I came up with the idea of Freyathlon during Women’s Sport Week 2015. There was a lot of chat and a lot of writing about why women did or didn’t get involved in sport, and I realised how much my life had changed when I was, and wasn’t, able to be active.
Like many people, particularly women, I didn’t really enjoy sport at school and I stopped doing any organised sport as soon as I left school. But the two things I’ve always enjoyed have been cycling and walking – and I’ve cycled and walked wherever I’ve lived because nothing beats the freedom and independence of moving through the world by bike or by foot.
When I was diagnosed with non-Hodgkin lymphoma, my world grew small and travel was mainly between home and hospital for tests, procedures, and appointments. And when I began chemotherapy, delivered as a hospital inpatient in an isolation room, my world became even smaller. In less than a month I went from cycling to and from work every day to lying in a hospital bed for days on end, working my way through Breaking Bad, and relying on visitors for news of the outside world.
I had six months of gruelling and exhausting chemotherapy and moved into remission, which is where I still am. You might think that would be a time to celebrate but anyone who’s been through treatment will tell you reaching that point is like falling off a cliff. You finish treatment and it’s up to you to put your life back together – when your motivation and energy levels are low, your place in the world has changed, and the dark thoughts you’ve managed to contain for months burst through with a vengeance.
The discovery I couldn’t walk upstairs without sitting down on the top step to catch my breath was brutal. I decided my priority had to be rebuilding my health and fitness.
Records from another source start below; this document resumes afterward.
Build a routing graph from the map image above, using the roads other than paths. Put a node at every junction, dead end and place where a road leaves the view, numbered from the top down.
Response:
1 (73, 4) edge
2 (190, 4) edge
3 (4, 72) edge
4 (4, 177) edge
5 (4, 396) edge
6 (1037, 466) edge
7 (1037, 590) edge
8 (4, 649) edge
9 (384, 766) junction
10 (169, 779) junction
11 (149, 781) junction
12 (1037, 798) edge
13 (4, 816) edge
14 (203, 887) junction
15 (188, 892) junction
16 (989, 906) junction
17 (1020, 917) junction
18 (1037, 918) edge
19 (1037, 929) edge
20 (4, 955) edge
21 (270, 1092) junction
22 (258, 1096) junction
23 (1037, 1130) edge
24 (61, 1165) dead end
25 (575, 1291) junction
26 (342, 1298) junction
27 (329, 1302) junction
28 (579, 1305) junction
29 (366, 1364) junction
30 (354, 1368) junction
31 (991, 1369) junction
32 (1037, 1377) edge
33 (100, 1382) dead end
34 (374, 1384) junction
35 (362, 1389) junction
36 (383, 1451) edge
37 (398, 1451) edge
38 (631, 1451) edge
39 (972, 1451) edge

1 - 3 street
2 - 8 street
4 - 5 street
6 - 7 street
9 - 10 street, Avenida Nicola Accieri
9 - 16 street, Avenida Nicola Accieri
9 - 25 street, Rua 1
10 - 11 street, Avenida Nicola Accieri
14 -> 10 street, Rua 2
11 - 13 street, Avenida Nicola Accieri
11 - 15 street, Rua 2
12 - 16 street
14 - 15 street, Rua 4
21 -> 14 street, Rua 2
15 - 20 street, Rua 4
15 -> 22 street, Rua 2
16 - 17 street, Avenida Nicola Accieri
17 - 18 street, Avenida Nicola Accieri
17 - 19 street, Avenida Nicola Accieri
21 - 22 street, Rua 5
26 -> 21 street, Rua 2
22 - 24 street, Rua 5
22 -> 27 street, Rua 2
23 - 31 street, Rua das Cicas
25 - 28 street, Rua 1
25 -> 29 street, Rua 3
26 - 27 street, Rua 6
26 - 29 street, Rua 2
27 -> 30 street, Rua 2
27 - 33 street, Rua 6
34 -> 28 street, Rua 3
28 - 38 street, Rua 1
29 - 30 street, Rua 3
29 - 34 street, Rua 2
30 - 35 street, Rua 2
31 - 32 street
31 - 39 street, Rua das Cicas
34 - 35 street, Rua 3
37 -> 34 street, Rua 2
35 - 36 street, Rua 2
I started by walking to the end of the street, gradually increasing the distance until I could walk to my local café then take a trip around the park. After a few months I felt able to think about getting back on my bike but my confidence had been shaken and I joined a spin studio to make sure I had the strength and stamina to cycle back home once I did get my bike back out of the shed.
One year after diagnosis and six months after finishing treatment I cycled 52 miles in LondonBikeathon. One year later I joined WaveWalkers, London’s first dragon boat team for people affected by cancer, and in May 2015 I paddled 35kms with Wavewalkers in Vogalonga, an annual event in Venice for non-motorised boats and crafts. Two years after finishing treatment I took part in my first 10k at Queen Elizabeth Olympic Park.
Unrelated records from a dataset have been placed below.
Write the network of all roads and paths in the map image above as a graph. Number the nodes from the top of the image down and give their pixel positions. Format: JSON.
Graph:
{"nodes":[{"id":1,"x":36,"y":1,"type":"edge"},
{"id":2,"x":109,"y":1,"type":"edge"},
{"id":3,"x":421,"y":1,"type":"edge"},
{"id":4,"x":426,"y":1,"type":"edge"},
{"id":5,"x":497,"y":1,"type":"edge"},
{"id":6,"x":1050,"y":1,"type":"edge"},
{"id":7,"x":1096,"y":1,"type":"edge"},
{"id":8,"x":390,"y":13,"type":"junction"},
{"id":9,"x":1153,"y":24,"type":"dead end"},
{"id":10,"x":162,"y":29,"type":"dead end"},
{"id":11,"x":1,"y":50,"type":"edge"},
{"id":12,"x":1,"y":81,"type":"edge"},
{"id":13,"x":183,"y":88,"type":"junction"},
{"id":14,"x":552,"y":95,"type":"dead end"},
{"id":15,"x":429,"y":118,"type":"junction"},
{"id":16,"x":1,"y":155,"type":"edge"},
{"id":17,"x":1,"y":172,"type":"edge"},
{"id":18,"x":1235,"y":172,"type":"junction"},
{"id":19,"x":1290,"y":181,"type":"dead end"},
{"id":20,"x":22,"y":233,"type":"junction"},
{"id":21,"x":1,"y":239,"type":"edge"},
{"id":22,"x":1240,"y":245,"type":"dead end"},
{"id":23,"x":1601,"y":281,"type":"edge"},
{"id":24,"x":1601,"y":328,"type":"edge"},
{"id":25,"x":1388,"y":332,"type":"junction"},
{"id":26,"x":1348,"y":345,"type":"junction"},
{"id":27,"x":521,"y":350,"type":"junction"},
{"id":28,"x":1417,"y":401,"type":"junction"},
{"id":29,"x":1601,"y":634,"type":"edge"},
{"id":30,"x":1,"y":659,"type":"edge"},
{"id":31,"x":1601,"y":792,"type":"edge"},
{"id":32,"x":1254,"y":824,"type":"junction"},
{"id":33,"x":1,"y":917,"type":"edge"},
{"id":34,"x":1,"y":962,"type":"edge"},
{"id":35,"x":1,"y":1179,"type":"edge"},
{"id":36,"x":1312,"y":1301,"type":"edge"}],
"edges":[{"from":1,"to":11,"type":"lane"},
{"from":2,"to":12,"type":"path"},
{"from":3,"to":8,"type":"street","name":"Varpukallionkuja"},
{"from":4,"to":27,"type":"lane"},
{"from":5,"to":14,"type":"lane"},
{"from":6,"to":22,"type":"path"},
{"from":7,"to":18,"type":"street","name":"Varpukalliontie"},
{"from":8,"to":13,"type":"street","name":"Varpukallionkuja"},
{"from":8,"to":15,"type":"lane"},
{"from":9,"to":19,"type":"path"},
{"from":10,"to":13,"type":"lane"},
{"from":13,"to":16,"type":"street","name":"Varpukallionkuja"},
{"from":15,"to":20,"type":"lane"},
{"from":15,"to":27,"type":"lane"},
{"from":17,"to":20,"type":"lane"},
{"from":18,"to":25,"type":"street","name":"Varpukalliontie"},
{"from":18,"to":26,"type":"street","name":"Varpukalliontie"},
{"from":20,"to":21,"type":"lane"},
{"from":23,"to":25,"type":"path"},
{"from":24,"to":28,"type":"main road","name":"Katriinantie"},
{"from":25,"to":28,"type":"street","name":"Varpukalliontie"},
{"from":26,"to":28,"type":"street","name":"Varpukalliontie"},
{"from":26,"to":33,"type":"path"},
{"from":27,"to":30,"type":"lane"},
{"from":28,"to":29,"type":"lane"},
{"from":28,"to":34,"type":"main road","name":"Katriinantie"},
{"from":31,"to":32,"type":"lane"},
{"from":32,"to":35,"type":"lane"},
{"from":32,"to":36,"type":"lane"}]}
And then there was Freyathlon.
In Freyathlon I’ll be trying my hand at every sport open to women at the Olympics in Rio. That’s 41 sporting categories (some sports eg athletics, cycling, swimming have multiple disciplines) and more than 100 events, individual and team, to complete before the Olympics Closing Ceremony in August 2016.
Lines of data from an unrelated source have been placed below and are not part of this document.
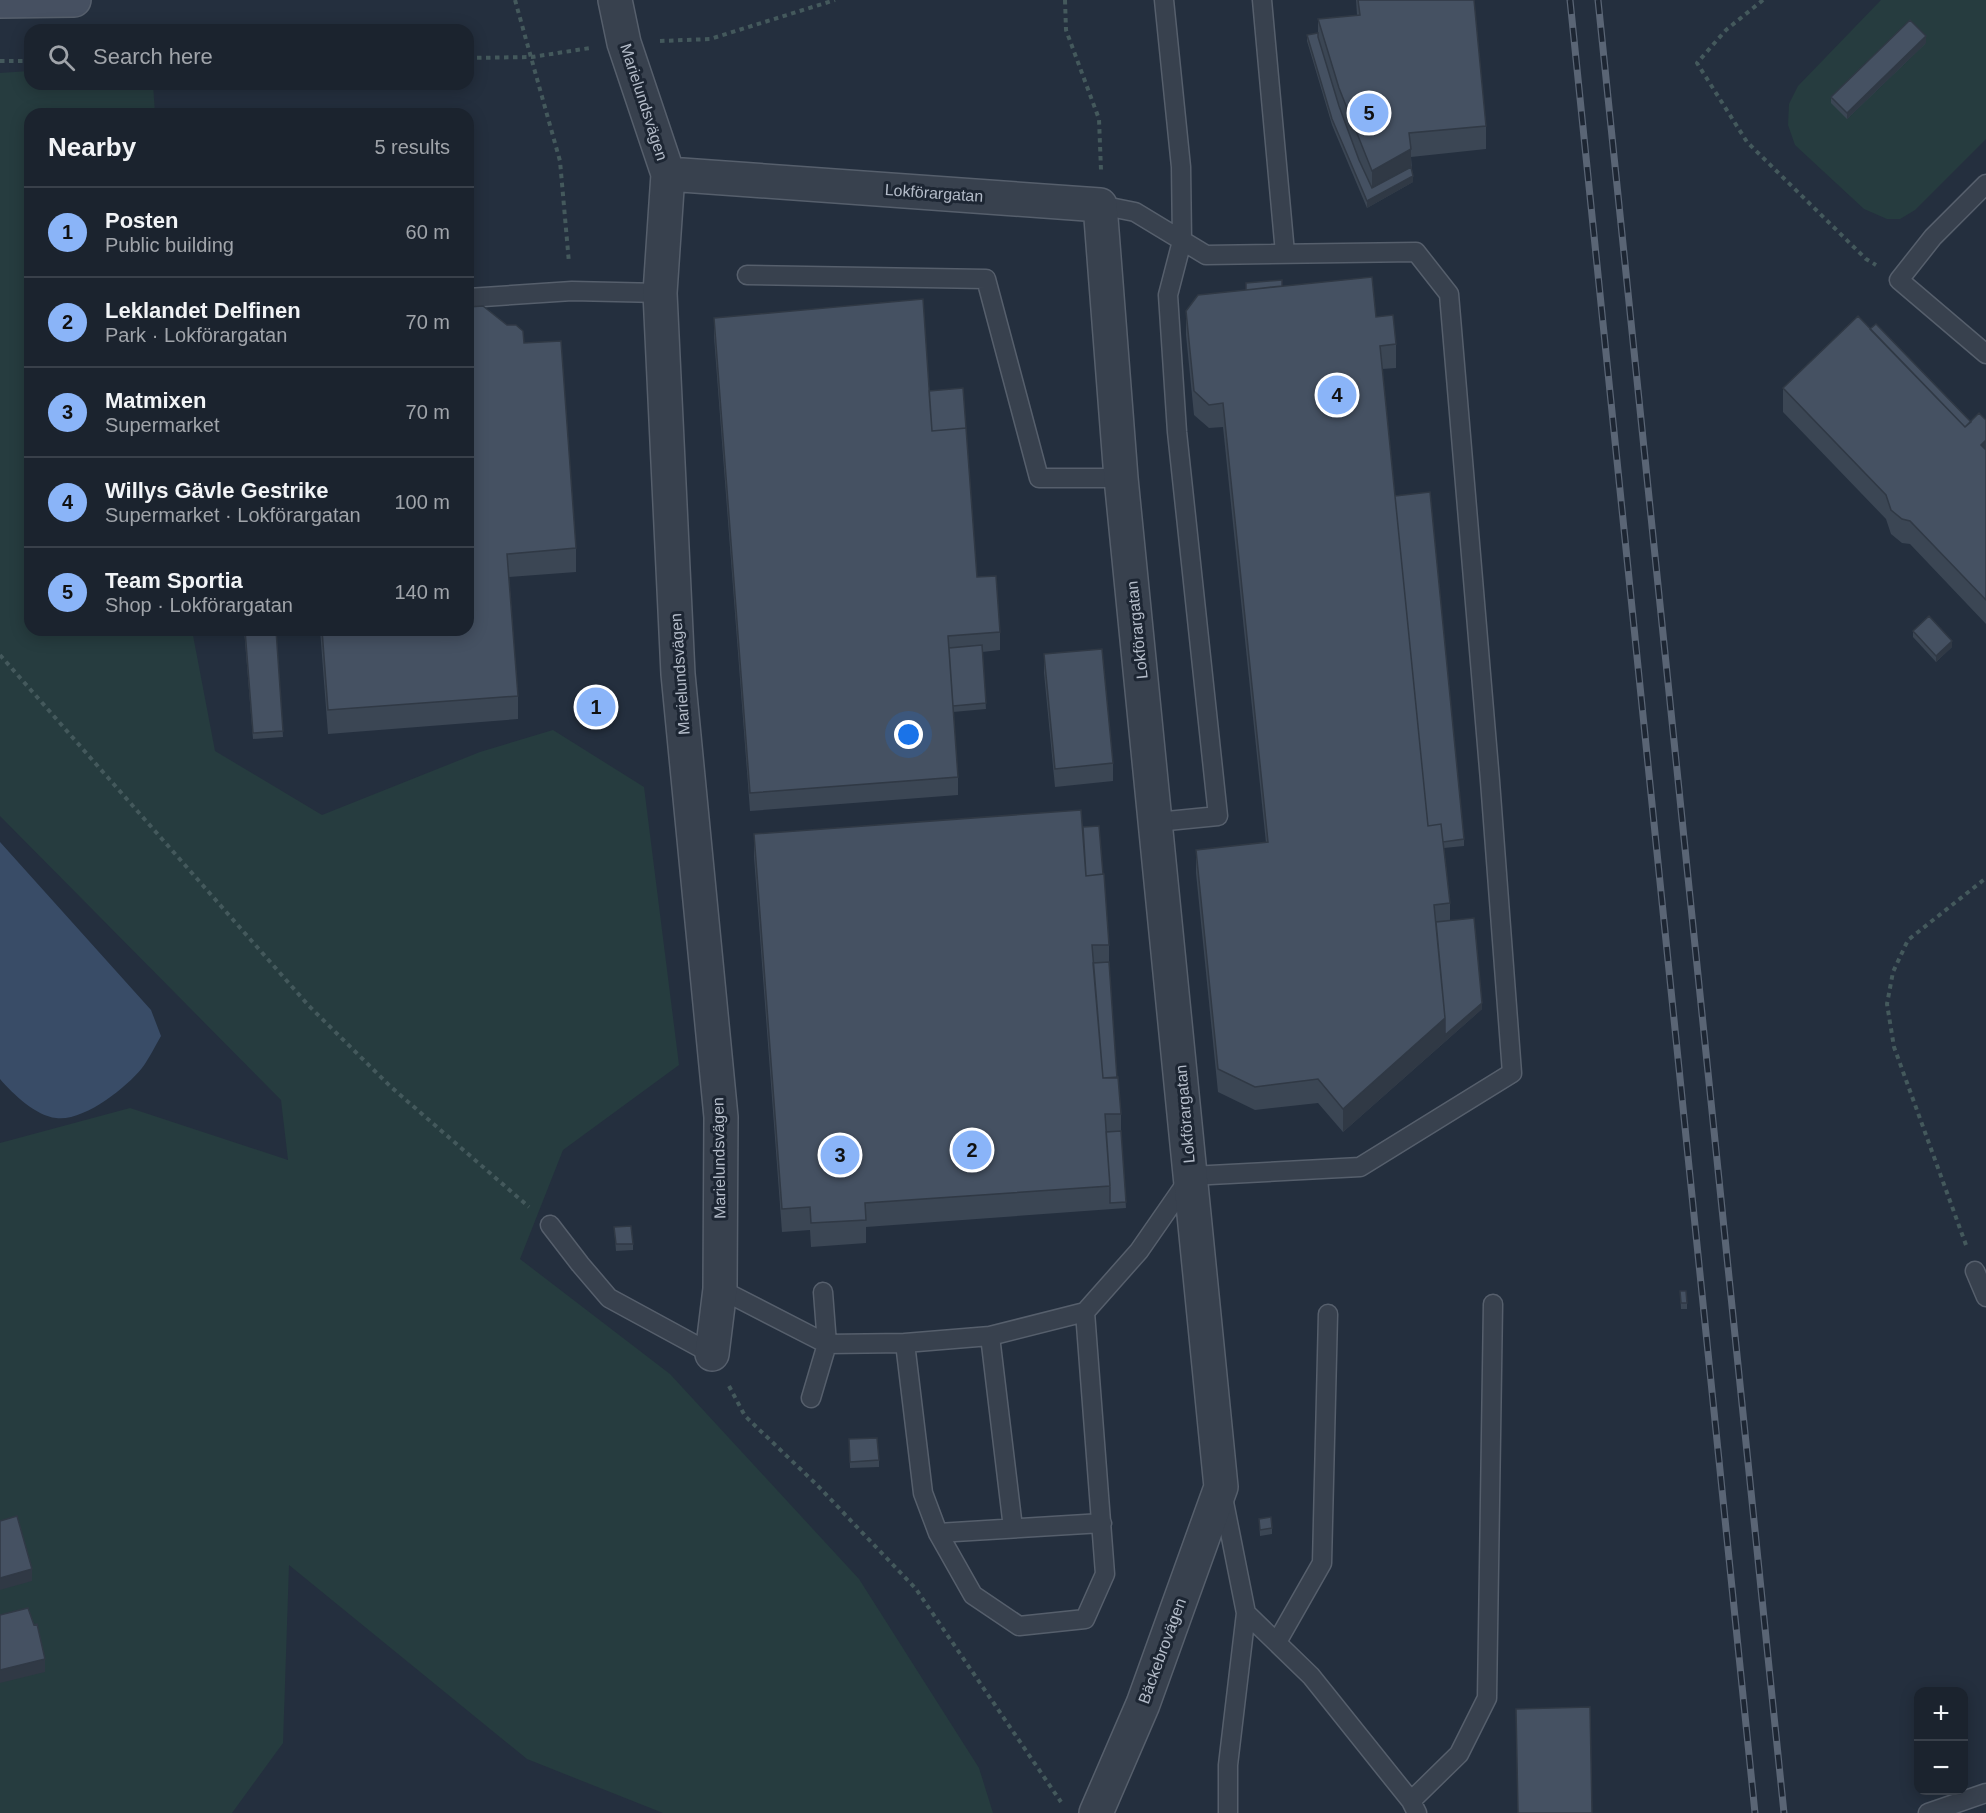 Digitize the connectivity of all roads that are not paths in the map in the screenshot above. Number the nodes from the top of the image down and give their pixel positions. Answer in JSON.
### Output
{"nodes":[{"id":1,"x":74,"y":0,"type":"edge"},
{"id":2,"x":615,"y":0,"type":"edge"},
{"id":3,"x":1164,"y":0,"type":"edge"},
{"id":4,"x":1262,"y":0,"type":"edge"},
{"id":5,"x":0,"y":1,"type":"edge"},
{"id":6,"x":668,"y":174,"type":"junction"},
{"id":7,"x":1986,"y":184,"type":"edge"},
{"id":8,"x":1100,"y":205,"type":"junction"},
{"id":9,"x":1182,"y":240,"type":"junction"},
{"id":10,"x":1285,"y":252,"type":"junction"},
{"id":11,"x":747,"y":275,"type":"dead end"},
{"id":12,"x":660,"y":293,"type":"junction"},
{"id":13,"x":474,"y":298,"type":"edge"},
{"id":14,"x":1986,"y":354,"type":"edge"},
{"id":15,"x":1121,"y":478,"type":"junction"},
{"id":16,"x":1157,"y":822,"type":"junction"},
{"id":17,"x":1191,"y":1176,"type":"junction"},
{"id":18,"x":550,"y":1225,"type":"road end"},
{"id":19,"x":1975,"y":1271,"type":"road end"},
{"id":20,"x":720,"y":1289,"type":"junction"},
{"id":21,"x":824,"y":1292,"type":"dead end"},
{"id":22,"x":1986,"y":1297,"type":"edge"},
{"id":23,"x":1493,"y":1304,"type":"dead end"},
{"id":24,"x":1085,"y":1312,"type":"junction"},
{"id":25,"x":1328,"y":1314,"type":"dead end"},
{"id":26,"x":990,"y":1336,"type":"junction"},
{"id":27,"x":905,"y":1343,"type":"junction"},
{"id":28,"x":827,"y":1344,"type":"junction"},
{"id":29,"x":712,"y":1354,"type":"joint"},
{"id":30,"x":811,"y":1398,"type":"dead end"},
{"id":31,"x":1221,"y":1487,"type":"junction"},
{"id":32,"x":1102,"y":1523,"type":"junction"},
{"id":33,"x":1013,"y":1528,"type":"junction"},
{"id":34,"x":938,"y":1533,"type":"junction"},
{"id":35,"x":1246,"y":1612,"type":"junction"},
{"id":36,"x":1277,"y":1642,"type":"junction"},
{"id":37,"x":1986,"y":1792,"type":"edge"},
{"id":38,"x":1414,"y":1807,"type":"edge"},
{"id":39,"x":1096,"y":1813,"type":"edge"},
{"id":40,"x":1228,"y":1813,"type":"edge"},
{"id":41,"x":1928,"y":1813,"type":"edge"}],
"edges":[{"from":1,"to":5,"type":"main road"},
{"from":2,"to":6,"type":"street","name":"Marielundsvägen"},
{"from":3,"to":9,"type":"lane"},
{"from":4,"to":10,"type":"lane"},
{"from":6,"to":8,"type":"street","name":"Lokförargatan"},
{"from":6,"to":12,"type":"street","name":"Marielundsvägen"},
{"from":7,"to":14,"type":"lane"},
{"from":8,"to":9,"type":"lane"},
{"from":8,"to":15,"type":"street","name":"Lokförargatan"},
{"from":9,"to":10,"type":"lane"},
{"from":9,"to":16,"type":"lane"},
{"from":10,"to":17,"type":"lane"},
{"from":11,"to":15,"type":"lane"},
{"from":12,"to":13,"type":"lane"},
{"from":12,"to":20,"type":"street","name":"Marielundsvägen"},
{"from":15,"to":16,"type":"street","name":"Lokförargatan"},
{"from":16,"to":17,"type":"street","name":"Lokförargatan"},
{"from":17,"to":24,"type":"lane"},
{"from":17,"to":31,"type":"street","name":"Lokförargatan"},
{"from":18,"to":29,"type":"lane"},
{"from":19,"to":22,"type":"lane"},
{"from":20,"to":28,"type":"lane"},
{"from":20,"to":29,"type":"street","name":"Marielundsvägen"},
{"from":21,"to":28,"type":"lane"},
{"from":23,"to":38,"type":"lane"},
{"from":24,"to":26,"type":"lane"},
{"from":24,"to":32,"type":"lane"},
{"from":25,"to":36,"type":"lane"},
{"from":26,"to":27,"type":"lane"},
{"from":26,"to":33,"type":"lane"},
{"from":27,"to":28,"type":"lane"},
{"from":27,"to":34,"type":"lane"},
{"from":28,"to":30,"type":"lane"},
{"from":31,"to":35,"type":"lane"},
{"from":31,"to":39,"type":"street","name":"Bäckebrovägen"},
{"from":32,"to":33,"type":"lane"},
{"from":32,"to":34,"type":"lane"},
{"from":33,"to":34,"type":"lane"},
{"from":35,"to":36,"type":"lane"},
{"from":35,"to":40,"type":"lane"},
{"from":36,"to":38,"type":"lane"},
{"from":37,"to":41,"type":"lane"}]}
I want to complete as many events as possible in and around SE London – because I live there and want to find out what activities are available on my doorstep. And I want each event to be no or low cost – because I don’t think being active has to be expensive.
I’m looking forward to some of the sports and I’m a little anxious about others but I’ll be giving every one of them a go. And I hope some of you will join me in finding out what’s on your doorstep, trying a new sport, getting more active. Go on, give it a go!